NatRoad has recently taken part in discussions with Government officials with a proposal to increase the maximum width for heavy vehicles on Australian roads.

NatRoad is advocating that vehicle width should be permitted to increase 50mm to 2550 mm rather than the current maximum of 2500mm.

In addition it is asking for refrigerated vehicles to have a width of 2600mm seeking agreement from Governments to grant general access to heavy vehicles with these widths.

According to the NatRoad statement work on the repercussions of making the changes put forward by NatRoad is being conducted by Austroads.  

This follows government work on impediments to reducing the average age of the national heavy vehicle fleet so that newer models with greater safety features could be introduced to the Australian market at lower cost.

The Government’s work showed that to meet current Australian regulations, heavy freight vehicles must be 50 to 100mm (2–4 per cent) less in width than vehicles in other major markets. 

This costs manufacturers $15–30 million per year to redesign their vehicles, and in some cases reduces the availability of safer, cleaner models.  NatRoad notes that already the regulations (section 8 Heavy Vehicle (Vehicle Standards) National Regulation) permit heavy vehicles to be 2550mm wide when taking into account load restraint.

NatRoad believes that the arguments against the move to greater width fly in the face of available evidence.  The arguments are that potential safety risks will arise because of reduced separation between vehicles and vulnerable road users such as cyclists.

 However according to NatRoad the evidence shows that with greater width the capacity to install side underrun protection increases.  These devices protect road users such as pedestrians and cyclists from slipping sideways under the wheels of trucks and trailers and may also improve the aerodynamic performance of heavy vehicles.  

In addition, the assessment of on-road performance for different heavy vehicles shows that the PBS variant of each particular heavy vehicle generally performs better in safety and efficiency terms than the corresponding vehicle subject to prescriptive standards.

The disappointing part of the work being undertaken is that it excludes assessing potential changes to vehicle mass.
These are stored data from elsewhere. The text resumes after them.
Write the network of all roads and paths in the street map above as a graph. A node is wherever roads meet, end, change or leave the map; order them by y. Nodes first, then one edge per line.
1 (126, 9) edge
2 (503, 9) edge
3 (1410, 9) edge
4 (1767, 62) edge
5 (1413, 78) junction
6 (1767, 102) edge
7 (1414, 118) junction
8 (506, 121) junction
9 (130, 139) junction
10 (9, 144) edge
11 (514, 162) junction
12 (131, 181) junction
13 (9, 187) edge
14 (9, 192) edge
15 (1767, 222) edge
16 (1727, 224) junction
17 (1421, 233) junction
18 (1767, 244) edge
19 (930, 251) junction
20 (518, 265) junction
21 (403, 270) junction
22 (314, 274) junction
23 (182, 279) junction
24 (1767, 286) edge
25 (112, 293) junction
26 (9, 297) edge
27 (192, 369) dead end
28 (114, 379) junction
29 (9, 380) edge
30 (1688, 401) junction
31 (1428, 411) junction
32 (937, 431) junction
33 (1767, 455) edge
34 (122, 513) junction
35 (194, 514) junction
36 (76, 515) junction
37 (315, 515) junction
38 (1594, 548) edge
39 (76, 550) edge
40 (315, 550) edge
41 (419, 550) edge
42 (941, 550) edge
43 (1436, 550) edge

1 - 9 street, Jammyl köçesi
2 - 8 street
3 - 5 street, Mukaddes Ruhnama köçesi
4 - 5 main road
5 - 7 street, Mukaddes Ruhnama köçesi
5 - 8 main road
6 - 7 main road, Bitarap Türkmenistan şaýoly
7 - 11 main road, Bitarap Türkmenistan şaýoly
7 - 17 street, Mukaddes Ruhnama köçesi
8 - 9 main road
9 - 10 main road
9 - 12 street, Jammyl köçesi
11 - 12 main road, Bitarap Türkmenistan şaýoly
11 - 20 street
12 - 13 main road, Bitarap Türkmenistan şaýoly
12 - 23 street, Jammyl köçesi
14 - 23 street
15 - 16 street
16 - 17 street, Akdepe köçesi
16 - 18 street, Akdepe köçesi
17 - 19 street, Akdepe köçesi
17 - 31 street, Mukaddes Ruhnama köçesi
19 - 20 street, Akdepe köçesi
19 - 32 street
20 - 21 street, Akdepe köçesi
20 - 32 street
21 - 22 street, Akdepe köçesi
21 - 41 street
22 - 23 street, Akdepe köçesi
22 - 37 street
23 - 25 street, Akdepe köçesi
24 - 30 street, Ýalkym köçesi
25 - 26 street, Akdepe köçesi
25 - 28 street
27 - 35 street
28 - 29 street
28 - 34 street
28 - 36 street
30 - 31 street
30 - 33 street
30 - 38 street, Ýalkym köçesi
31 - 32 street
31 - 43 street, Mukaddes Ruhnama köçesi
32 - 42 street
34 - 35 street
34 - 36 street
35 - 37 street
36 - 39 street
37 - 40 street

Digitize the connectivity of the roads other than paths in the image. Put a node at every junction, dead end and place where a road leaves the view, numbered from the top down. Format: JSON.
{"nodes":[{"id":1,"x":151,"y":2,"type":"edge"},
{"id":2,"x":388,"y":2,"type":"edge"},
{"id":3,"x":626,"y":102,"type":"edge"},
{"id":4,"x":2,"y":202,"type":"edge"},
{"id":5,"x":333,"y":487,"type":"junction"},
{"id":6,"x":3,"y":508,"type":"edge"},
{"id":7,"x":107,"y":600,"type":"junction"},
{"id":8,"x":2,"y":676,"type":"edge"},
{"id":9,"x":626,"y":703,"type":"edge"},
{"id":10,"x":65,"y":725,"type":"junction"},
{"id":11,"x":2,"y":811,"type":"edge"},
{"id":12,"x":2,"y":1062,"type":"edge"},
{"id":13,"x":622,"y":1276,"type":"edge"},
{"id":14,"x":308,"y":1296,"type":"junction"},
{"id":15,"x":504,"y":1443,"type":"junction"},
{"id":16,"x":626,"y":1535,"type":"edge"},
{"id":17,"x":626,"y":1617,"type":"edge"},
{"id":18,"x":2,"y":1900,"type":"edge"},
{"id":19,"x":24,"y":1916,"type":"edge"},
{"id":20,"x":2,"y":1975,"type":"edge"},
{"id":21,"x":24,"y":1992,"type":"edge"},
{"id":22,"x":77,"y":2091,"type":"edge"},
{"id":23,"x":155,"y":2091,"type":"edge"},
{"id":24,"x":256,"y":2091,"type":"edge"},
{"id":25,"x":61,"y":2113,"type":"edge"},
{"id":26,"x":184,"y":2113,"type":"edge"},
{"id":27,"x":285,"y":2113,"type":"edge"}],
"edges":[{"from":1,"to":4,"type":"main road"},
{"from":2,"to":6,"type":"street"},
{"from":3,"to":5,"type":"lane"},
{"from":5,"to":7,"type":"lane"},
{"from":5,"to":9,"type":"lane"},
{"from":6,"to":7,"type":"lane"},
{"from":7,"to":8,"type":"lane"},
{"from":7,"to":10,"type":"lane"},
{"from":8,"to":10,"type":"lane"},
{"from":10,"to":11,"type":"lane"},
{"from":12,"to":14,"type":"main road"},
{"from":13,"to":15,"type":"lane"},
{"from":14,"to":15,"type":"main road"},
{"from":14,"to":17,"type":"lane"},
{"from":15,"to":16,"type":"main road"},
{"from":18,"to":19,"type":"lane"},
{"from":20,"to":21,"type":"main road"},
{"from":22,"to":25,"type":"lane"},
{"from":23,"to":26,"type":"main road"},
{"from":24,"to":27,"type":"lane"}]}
NatRoad supports greater maximum steer axle loads or at least further research on the effects of taking that step when heavy vehicles use certain tyre types.

The review of the Heavy Vehicle National Law which is now underway should mean that all of the basic building blocks of the current law, particularly about vehicle dimensions, should be under scrutiny.  

A move to 2550mm maximum width should be embraced as part of the review if not sooner.